How to complete this task - Your job is to copy every line in the material containing the word "node".

- Opening Delimiter -

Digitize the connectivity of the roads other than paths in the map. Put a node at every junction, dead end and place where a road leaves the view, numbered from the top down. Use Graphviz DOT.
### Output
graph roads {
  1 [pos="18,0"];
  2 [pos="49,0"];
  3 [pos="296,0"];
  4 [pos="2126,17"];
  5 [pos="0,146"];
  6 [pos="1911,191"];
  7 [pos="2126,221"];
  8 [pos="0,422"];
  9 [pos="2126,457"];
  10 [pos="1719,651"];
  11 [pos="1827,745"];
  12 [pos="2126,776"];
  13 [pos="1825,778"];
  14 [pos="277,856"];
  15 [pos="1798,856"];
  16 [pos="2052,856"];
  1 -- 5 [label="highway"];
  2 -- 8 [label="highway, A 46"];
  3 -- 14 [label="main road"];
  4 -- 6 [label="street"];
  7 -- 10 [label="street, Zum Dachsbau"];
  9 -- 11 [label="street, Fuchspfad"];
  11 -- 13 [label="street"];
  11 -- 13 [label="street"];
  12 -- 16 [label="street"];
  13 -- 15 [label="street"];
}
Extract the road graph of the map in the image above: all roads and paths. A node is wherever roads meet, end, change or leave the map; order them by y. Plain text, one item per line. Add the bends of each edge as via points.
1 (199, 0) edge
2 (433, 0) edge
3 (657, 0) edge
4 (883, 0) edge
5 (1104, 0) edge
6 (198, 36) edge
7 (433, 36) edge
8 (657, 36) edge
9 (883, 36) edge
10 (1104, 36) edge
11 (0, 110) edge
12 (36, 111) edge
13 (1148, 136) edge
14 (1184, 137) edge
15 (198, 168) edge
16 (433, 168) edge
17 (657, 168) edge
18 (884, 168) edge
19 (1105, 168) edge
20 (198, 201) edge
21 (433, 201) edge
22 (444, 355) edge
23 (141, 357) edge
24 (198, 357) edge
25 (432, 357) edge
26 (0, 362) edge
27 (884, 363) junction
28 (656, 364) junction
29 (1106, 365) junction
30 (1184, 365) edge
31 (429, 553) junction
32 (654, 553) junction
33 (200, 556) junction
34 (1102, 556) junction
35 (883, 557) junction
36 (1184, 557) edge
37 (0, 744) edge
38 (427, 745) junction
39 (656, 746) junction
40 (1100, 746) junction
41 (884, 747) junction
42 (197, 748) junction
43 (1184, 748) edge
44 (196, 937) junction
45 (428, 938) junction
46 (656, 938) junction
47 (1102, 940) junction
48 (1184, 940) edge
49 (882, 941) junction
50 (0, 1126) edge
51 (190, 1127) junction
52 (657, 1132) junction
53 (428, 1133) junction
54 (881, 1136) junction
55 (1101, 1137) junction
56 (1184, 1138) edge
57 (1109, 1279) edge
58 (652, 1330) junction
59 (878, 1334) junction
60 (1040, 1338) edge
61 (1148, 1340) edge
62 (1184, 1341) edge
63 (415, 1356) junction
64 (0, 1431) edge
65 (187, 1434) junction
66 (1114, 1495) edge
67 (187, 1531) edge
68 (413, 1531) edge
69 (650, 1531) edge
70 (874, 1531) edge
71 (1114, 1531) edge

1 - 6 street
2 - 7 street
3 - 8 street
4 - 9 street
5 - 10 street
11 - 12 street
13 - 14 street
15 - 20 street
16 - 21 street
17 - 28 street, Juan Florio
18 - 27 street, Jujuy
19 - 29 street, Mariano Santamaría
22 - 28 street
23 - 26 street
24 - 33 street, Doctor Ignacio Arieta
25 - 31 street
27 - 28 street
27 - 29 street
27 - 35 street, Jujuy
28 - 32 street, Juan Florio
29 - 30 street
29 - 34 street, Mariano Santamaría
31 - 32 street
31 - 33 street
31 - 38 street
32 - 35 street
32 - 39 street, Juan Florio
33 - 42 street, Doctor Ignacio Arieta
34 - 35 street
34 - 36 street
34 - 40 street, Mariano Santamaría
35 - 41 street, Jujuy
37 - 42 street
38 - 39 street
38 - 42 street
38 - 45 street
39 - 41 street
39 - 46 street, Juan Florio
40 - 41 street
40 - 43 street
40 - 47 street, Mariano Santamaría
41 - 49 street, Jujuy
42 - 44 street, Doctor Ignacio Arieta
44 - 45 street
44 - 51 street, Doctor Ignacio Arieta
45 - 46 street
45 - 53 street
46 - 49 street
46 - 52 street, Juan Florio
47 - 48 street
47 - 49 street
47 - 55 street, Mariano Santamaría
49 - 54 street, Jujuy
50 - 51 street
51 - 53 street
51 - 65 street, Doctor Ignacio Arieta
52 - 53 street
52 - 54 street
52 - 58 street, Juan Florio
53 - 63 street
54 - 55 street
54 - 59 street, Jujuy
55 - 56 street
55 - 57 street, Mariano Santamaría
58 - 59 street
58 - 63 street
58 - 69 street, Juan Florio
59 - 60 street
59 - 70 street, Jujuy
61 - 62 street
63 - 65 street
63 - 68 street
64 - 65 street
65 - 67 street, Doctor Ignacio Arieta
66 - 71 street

- Closing Delimiter -

Output for this exercise -
Digitize the connectivity of the roads other than paths in the map. Put a node at every junction, dead end and place where a road leaves the view, numbered from the top down. Use Graphviz DOT.
Extract the road graph of the map in the image above: all roads and paths. A node is wherever roads meet, end, change or leave the map; order them by y. Plain text, one item per line. Add the bends of each edge as via points.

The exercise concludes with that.